The task –
Scan the records below and report how many lines include the string "Chickering"; the number alone will do.

Provided data –
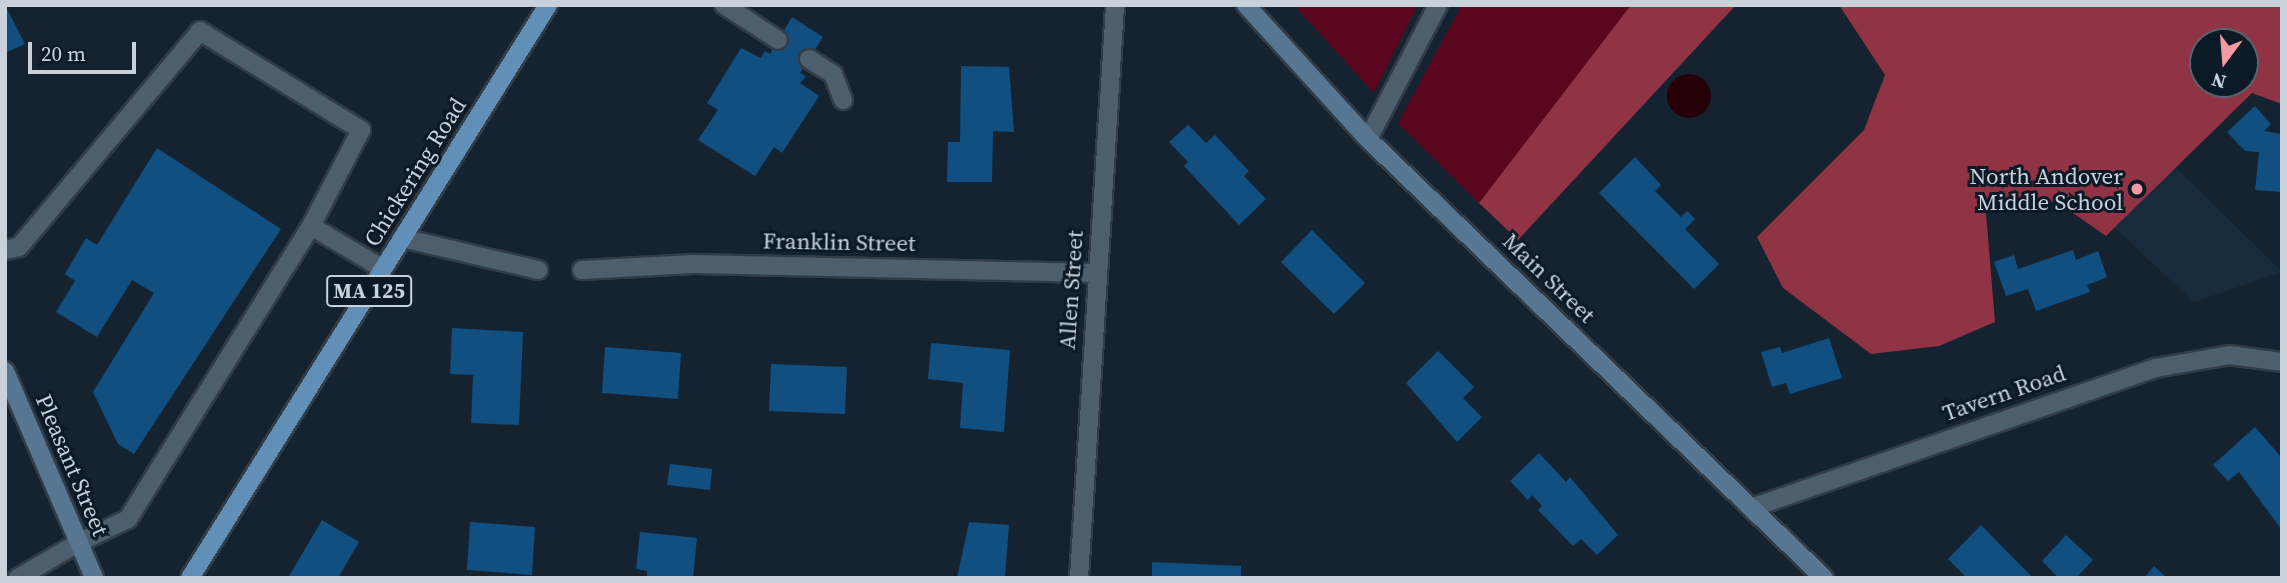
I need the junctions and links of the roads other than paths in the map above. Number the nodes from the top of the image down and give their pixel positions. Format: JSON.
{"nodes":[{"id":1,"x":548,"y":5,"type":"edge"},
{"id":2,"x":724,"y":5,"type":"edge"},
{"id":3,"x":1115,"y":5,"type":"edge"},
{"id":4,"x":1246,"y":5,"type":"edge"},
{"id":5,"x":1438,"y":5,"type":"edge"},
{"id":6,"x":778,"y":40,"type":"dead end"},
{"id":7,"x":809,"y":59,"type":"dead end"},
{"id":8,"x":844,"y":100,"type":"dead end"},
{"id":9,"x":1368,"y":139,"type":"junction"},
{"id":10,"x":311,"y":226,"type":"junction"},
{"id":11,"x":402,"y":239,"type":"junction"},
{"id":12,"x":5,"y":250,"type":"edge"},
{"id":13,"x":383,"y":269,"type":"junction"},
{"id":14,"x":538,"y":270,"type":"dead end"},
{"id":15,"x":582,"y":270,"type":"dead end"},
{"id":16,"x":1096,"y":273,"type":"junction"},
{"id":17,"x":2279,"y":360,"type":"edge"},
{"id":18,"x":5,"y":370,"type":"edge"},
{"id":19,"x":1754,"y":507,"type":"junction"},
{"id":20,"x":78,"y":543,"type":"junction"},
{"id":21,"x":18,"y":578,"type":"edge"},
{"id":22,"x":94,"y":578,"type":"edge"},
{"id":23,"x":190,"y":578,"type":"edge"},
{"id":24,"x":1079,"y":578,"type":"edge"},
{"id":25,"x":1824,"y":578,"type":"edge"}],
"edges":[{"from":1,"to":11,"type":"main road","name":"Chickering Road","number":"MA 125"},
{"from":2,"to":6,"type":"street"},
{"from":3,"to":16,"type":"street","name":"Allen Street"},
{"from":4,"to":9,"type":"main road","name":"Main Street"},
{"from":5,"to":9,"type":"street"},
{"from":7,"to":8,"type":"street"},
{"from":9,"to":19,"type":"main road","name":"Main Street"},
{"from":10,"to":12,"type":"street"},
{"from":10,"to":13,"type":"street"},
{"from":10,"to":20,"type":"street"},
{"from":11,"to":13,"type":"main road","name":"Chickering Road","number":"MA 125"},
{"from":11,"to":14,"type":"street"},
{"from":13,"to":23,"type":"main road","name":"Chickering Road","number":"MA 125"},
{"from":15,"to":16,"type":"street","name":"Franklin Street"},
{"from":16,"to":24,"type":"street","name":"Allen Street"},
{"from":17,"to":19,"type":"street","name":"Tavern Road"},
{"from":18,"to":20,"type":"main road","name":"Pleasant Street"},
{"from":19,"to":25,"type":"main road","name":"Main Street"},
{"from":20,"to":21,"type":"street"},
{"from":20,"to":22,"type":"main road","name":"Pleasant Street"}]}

Completed task –
3